Queridos hermanos y hermanas:
En este mes de mayo la Iglesia celebra Pentecostés, la fiesta del Espíritu Santo.
El Señor se lo había prometido a sus apóstoles antes de morir en la cruz y resucitar por nosotros diciéndoles: “Les conviene que Yo me vaya, para que así venga el Espíritu Santo a ustedes”.
Esta Promesa el Señor la cumple 50 días después de su Pascua de Resurrección en día de Pentecostés. (Hechos 2,1-13).
En ese momento todo cambió radicalmente para los discípulos, para la Iglesia y para el mundo. El Espíritu descendió como lenguas de fuego sobre estos hombres y mujeres reunidos en oración junto a María, la Madre de Jesús.
En ese instante sus mentes se abrieron para comprender el porqué de la muerte de Jesús “para que se cumplieran las Escrituras”.
Sus corazones atemorizados fueron fortalecidos por la fuerza que viene de lo alto para ser testigos de Cristo Resucitado. Sus vidas desorientadas fueron iluminadas y ya no hubo confusión sino claridad plena de lo que tenían que decir y hacer, incluso hasta el testimonio del martirio por el Señor.
A partir de Pentecostés comienza la historia de la Iglesia, comunidad de aquellos que creen en el Señor y son enviados para transformar el mundo por la verdad y el amor, para hacerlo más digno de Dios y de los hombres.
Nuestro hoy
De alguna manera también hoy nosotros los creyentes, como los apóstoles hace 2000 años, estamos atemorizados, confundidos, paralizados.
En los últimos meses hemos vivido en el país una escalada de situaciones muy complejas e incluso violentas, como la explosión social que está todavía tan lejos de resolverse, la pandemia del COVID con su secuela de muerte, agobio, cesantía, pobrezas, incertidumbres y soledad, especialmente en los adultos mayores, y de tantas actividades esenciales postergadas como la escuela, los matrimonios, nuestras eucaristías dominicales, entre otras.
Vivimos días de muchos conflictos sociales, odiosidades, desprecio de la opinión ajena, de su fama, de la verdad e incluso de la vida, tanta desconfianza entre nosotros, tantas dudas en nuestros corazones, de tantas incertidumbres y temores.
A esto se agrega la nueva Ley de eutanasia que es una amenaza latente para la vida de los más vulnerables, de los que el Papa llama los descartados de la sociedad, de aquellos que merecen mucho más de nosotros que la sola solución de la muerte violenta.
Me parece que justamente abrir el corazón para recibir el Espíritu Santo en Pentecostés es el camino que el Señor nos regala para enfrentar estos tiempos duros y complejos.
En la Biblia se nos dice que el Espíritu Santo, a quien no vemos con los ojos, lo podemos “ver” por sus obras en nosotros. Así, Jesús nos dice que es luz, es fuego, es agua viva, es amor.
Veamos qué significa esto para nuestra realidad.

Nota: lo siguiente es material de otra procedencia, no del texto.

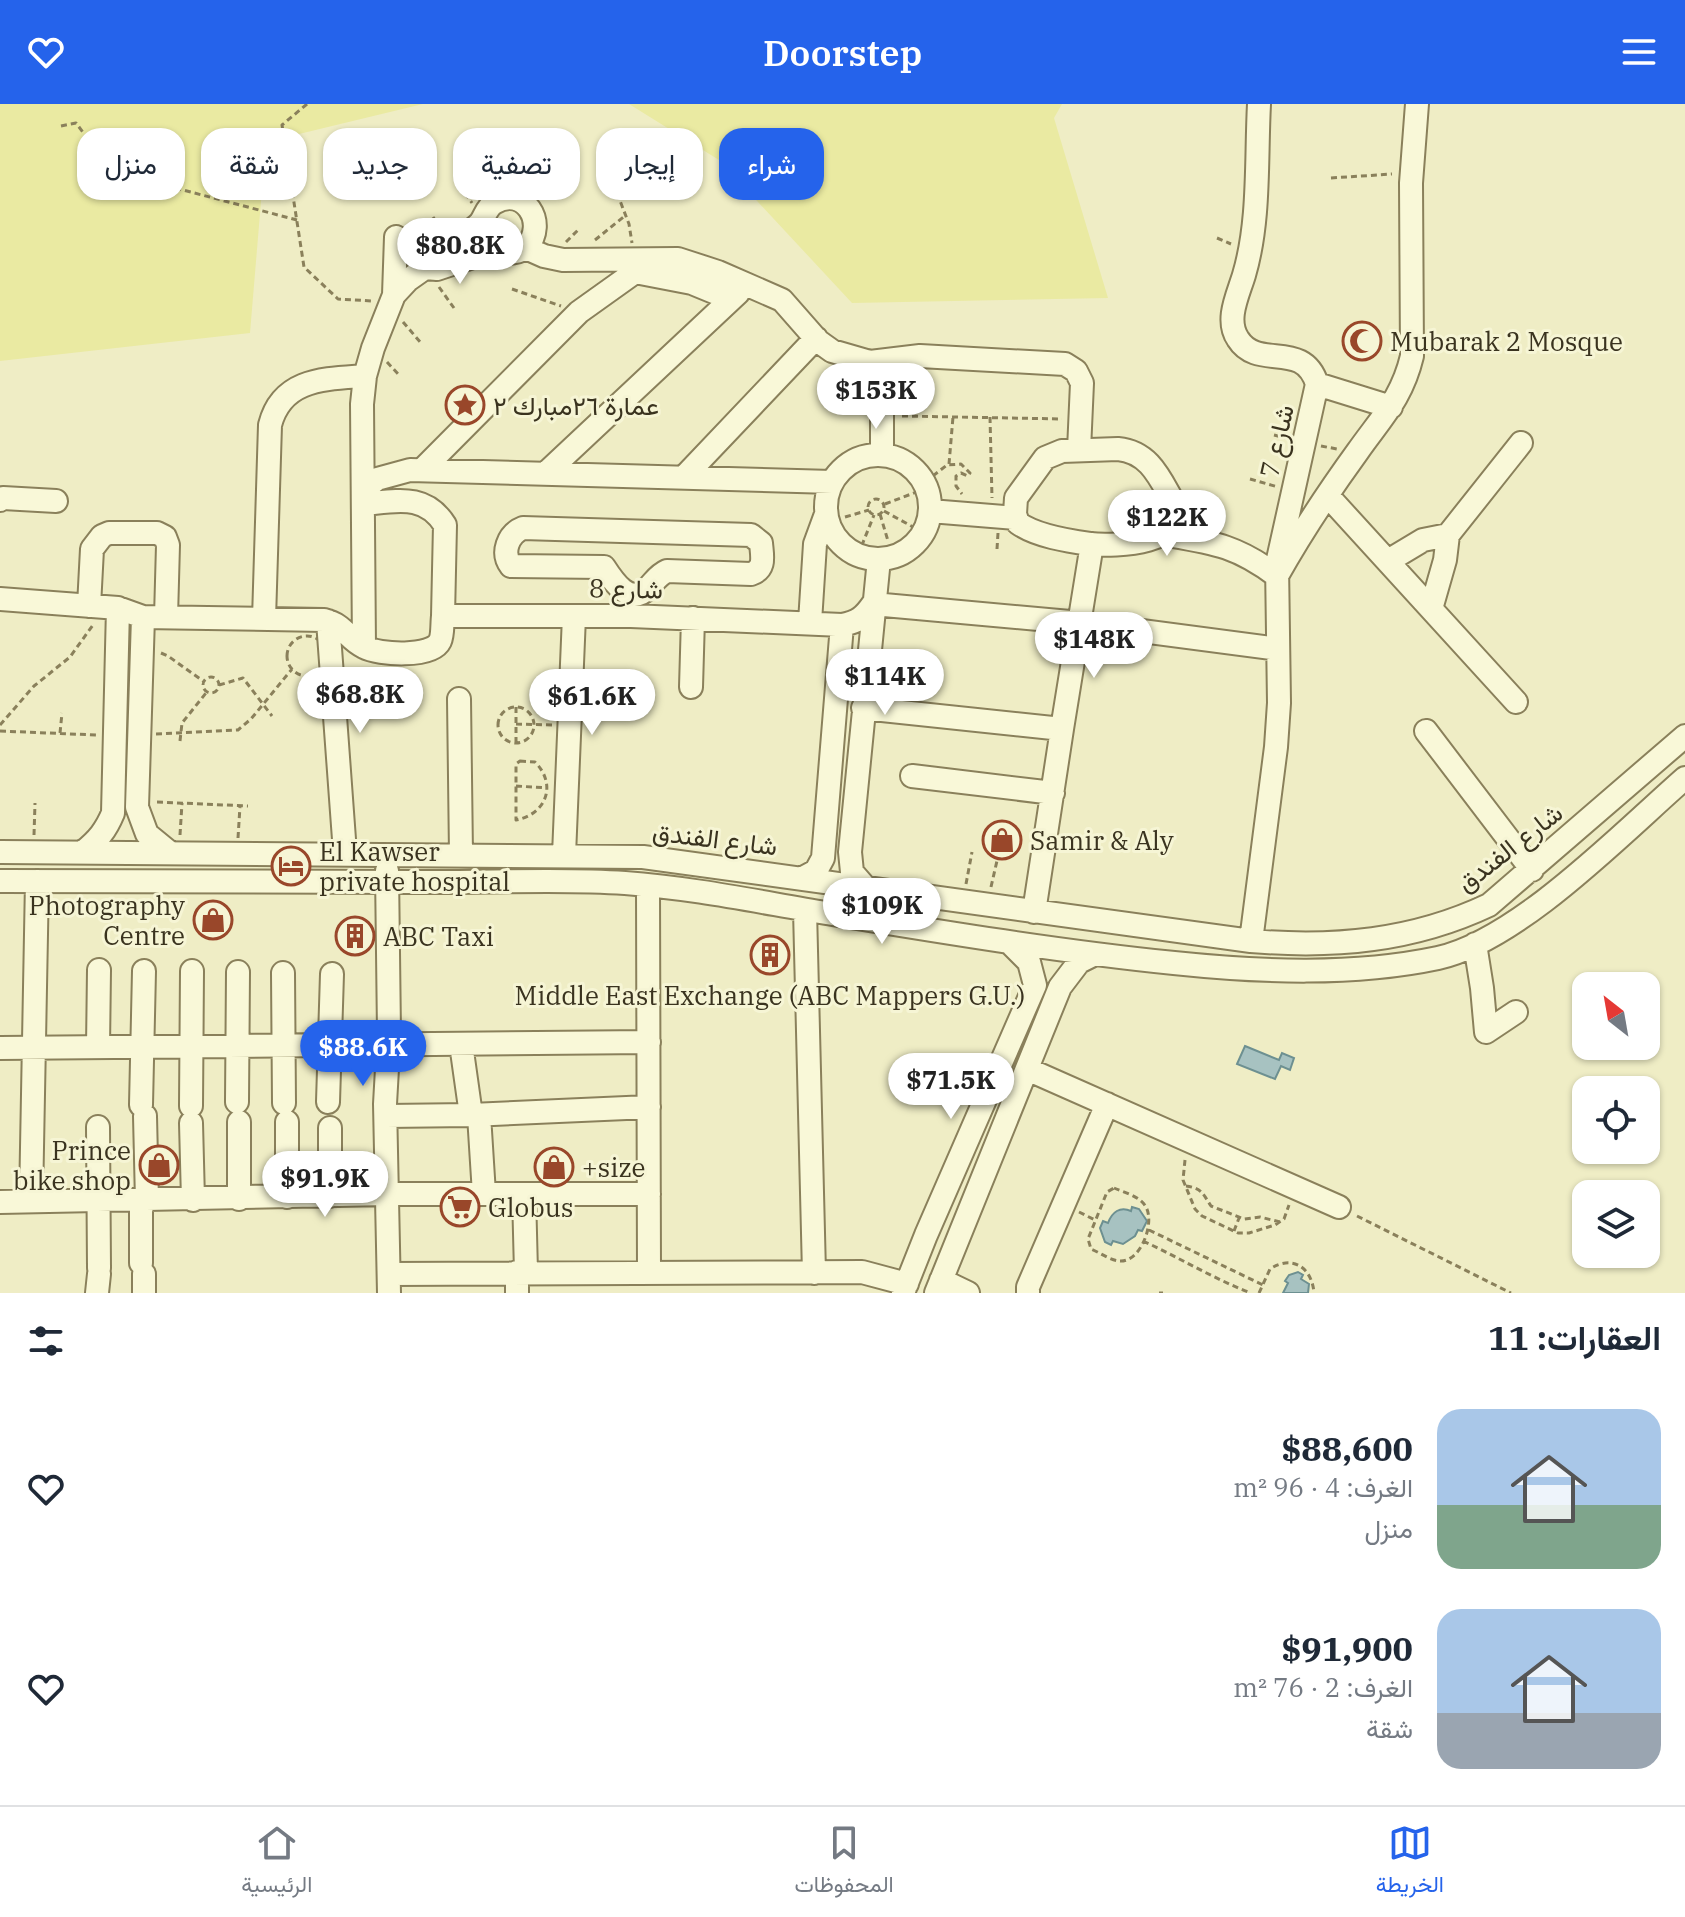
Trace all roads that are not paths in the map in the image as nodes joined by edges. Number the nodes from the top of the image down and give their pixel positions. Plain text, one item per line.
1 (1259, 104) edge
2 (1417, 104) edge
3 (482, 221) junction
4 (396, 237) dead end
5 (526, 248) junction
6 (494, 250) junction
7 (425, 268) junction
8 (748, 283) junction
9 (731, 299) junction
10 (392, 302) junction
11 (816, 338) junction
12 (882, 362) junction
13 (365, 376) junction
14 (1317, 384) junction
15 (1391, 407) junction
16 (1521, 443) dead end
17 (1079, 450) junction
18 (882, 454) junction
19 (422, 470) junction
20 (546, 473) junction
21 (684, 477) junction
22 (832, 482) junction
23 (1328, 496) junction
24 (363, 497) junction
25 (0, 500) edge
26 (56, 501) dead end
27 (930, 511) junction
28 (827, 518) junction
29 (1016, 518) junction
30 (619, 532) junction
31 (655, 534) junction
32 (1167, 535) junction
33 (1448, 535) junction
34 (1092, 544) junction
35 (876, 557) junction
36 (1388, 561) junction
37 (1277, 576) junction
38 (656, 578) junction
39 (627, 597) junction
40 (0, 599) edge
41 (873, 604) junction
42 (103, 607) junction
43 (1431, 609) junction
44 (443, 616) junction
45 (574, 616) junction
46 (143, 617) junction
47 (166, 617) junction
48 (693, 618) junction
49 (264, 619) junction
50 (328, 621) junction
51 (810, 622) junction
52 (1081, 623) junction
53 (842, 625) junction
54 (364, 647) junction
55 (1278, 649) junction
56 (691, 687) dead end
57 (459, 699) dead end
58 (1516, 702) dead end
59 (863, 708) junction
60 (1062, 729) junction
61 (1426, 731) dead end
62 (127, 735) junction
63 (1685, 736) edge
64 (912, 776) dead end
65 (1685, 778) edge
66 (1053, 793) junction
67 (0, 852) edge
68 (83, 852) junction
69 (174, 852) junction
70 (345, 853) junction
71 (388, 853) junction
72 (461, 854) junction
73 (564, 855) junction
74 (732, 867) junction
75 (1532, 870) junction
76 (803, 878) junction
77 (0, 881) edge
78 (37, 881) junction
79 (387, 882) junction
80 (648, 886) junction
81 (865, 887) junction
82 (728, 896) junction
83 (805, 910) junction
84 (1034, 912) junction
85 (1251, 941) junction
86 (1011, 944) junction
87 (1475, 944) junction
88 (1093, 955) junction
89 (99, 970) dead end
90 (144, 971) dead end
91 (192, 971) dead end
92 (238, 972) dead end
93 (283, 973) dead end
94 (332, 974) dead end
95 (1516, 1012) dead end
96 (649, 1042) junction
97 (461, 1044) junction
98 (329, 1045) junction
99 (191, 1046) junction
100 (238, 1046) junction
101 (285, 1046) junction
102 (388, 1046) junction
103 (98, 1047) junction
104 (144, 1047) junction
105 (0, 1048) edge
106 (33, 1048) junction
107 (1027, 1069) junction
108 (328, 1102) dead end
109 (1107, 1104) junction
110 (649, 1107) junction
111 (475, 1115) junction
112 (386, 1116) junction
113 (98, 1127) dead end
114 (330, 1128) dead end
115 (387, 1194) junction
116 (484, 1194) junction
117 (524, 1194) junction
118 (649, 1194) junction
119 (330, 1196) junction
120 (287, 1197) junction
121 (239, 1199) junction
122 (193, 1200) junction
123 (31, 1201) junction
124 (97, 1201) junction
125 (144, 1201) junction
126 (0, 1202) edge
127 (1339, 1207) road end
128 (143, 1277) edge
129 (98, 1278) edge
130 (638, 1278) edge
131 (520, 1279) edge
132 (809, 1280) edge
133 (574, 1282) edge
134 (389, 1283) edge
135 (938, 1286) edge
136 (905, 1288) edge
137 (968, 1293) edge
138 (1028, 1293) edge

1 - 14 street, شارع 7
2 - 15 street
3 - 5 street
3 - 6 street
3 - 7 street
4 - 10 street
5 - 6 street
5 - 8 street
6 - 7 street
7 - 10 street
8 - 9 street
8 - 11 street
9 - 19 street
9 - 20 street
10 - 13 street
11 - 12 street
11 - 21 street
12 - 17 street
12 - 18 street
13 - 24 street
13 - 49 street
14 - 15 street
14 - 37 street, شارع 7
15 - 23 street
16 - 33 street
17 - 29 street
17 - 32 street
18 - 22 street
18 - 27 street
19 - 20 street
19 - 24 street
20 - 21 street
21 - 22 street
22 - 28 street
23 - 36 street
23 - 37 street
24 - 44 street
24 - 54 street
25 - 26 street
27 - 29 street
27 - 35 street
28 - 35 street
28 - 51 street
29 - 34 street
30 - 31 street
30 - 39 street
30 - 39 street
31 - 38 street
31 - 38 street
32 - 34 street
32 - 37 street
33 - 36 street
33 - 43 street
34 - 52 street
35 - 41 street
36 - 43 street
37 - 55 street, شارع 7
38 - 39 street
39 - 45 street, شارع 8
39 - 48 street, شارع 8
40 - 42 street
41 - 52 street
41 - 53 street
41 - 59 street
42 - 46 street
42 - 47 street
42 - 62 street
43 - 58 street
44 - 45 street, شارع 8
44 - 54 street
45 - 73 street
46 - 47 street
46 - 62 street
47 - 49 street
48 - 51 street, شارع 8
48 - 56 street
49 - 50 street
50 - 54 street
50 - 70 street
51 - 53 street, شارع 8
52 - 55 street
52 - 60 street
53 - 76 street
55 - 85 street, شارع 7
57 - 72 street
59 - 60 street
59 - 81 street
60 - 66 street
61 - 75 street
62 - 68 street
62 - 69 street
63 - 75 street, شارع الفندق
64 - 66 street
65 - 87 street
66 - 84 street
67 - 68 street, شارع الفندق
68 - 69 street, شارع الفندق
69 - 70 street, شارع الفندق
70 - 71 street, شارع الفندق
71 - 72 street, شارع الفندق
71 - 79 street
72 - 73 street, شارع الفندق
73 - 74 street, شارع الفندق
74 - 76 street, شارع الفندق
74 - 82 street
75 - 85 street, شارع الفندق
76 - 81 street, شارع الفندق
77 - 78 street
78 - 79 street
78 - 106 street
79 - 80 street
79 - 102 street
80 - 82 street
80 - 96 street
81 - 84 street, شارع الفندق
82 - 83 street
83 - 86 street
83 - 132 street
84 - 85 street, شارع الفندق
86 - 88 street
86 - 136 street
87 - 88 street
87 - 95 street
88 - 107 street
89 - 103 street
90 - 104 street
91 - 99 street
92 - 100 street
93 - 101 street
94 - 98 street
96 - 97 street
96 - 110 street
97 - 102 street
97 - 111 street
98 - 101 street
98 - 102 street
98 - 108 street
99 - 100 street
99 - 104 street
99 - 122 street
100 - 101 street
100 - 121 street
101 - 120 street
102 - 112 street
103 - 104 street
103 - 106 street
104 - 125 street
105 - 106 street
106 - 123 street
107 - 109 street
107 - 135 street
109 - 127 street
109 - 138 street
110 - 111 street
110 - 118 street
111 - 112 street
111 - 116 street
112 - 115 street
113 - 124 street
114 - 119 street
115 - 116 street
115 - 119 street
115 - 134 street
116 - 117 street
117 - 118 street
117 - 131 street
118 - 130 street
119 - 120 street
120 - 121 street
121 - 122 street
122 - 125 street
123 - 124 street
123 - 126 street
124 - 125 street
124 - 129 street
125 - 128 street
130 - 132 street
130 - 133 street
131 - 133 street
131 - 134 street
132 - 136 street
135 - 137 street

Es luz que alumbra nuestras tinieblas. En tiempos de tanta confusión en la vida social, familiar y personal, en que a veces parece que ya no podemos distinguir entre la verdad de la mentira, entre lo que viene de Dios y lo que viene del mundo, en que cada cual piensa tener su verdad, subjetiva e intransable, desde la cual juzga muchas veces con dureza y hasta violencia a los demás, nos hace bien saber que es posible llegar a conocer la verdad que nos hace libres, una verdad que nos cura, que nos sana, que nos une y nos ilumina para saber qué pensar, qué decir y qué hacer.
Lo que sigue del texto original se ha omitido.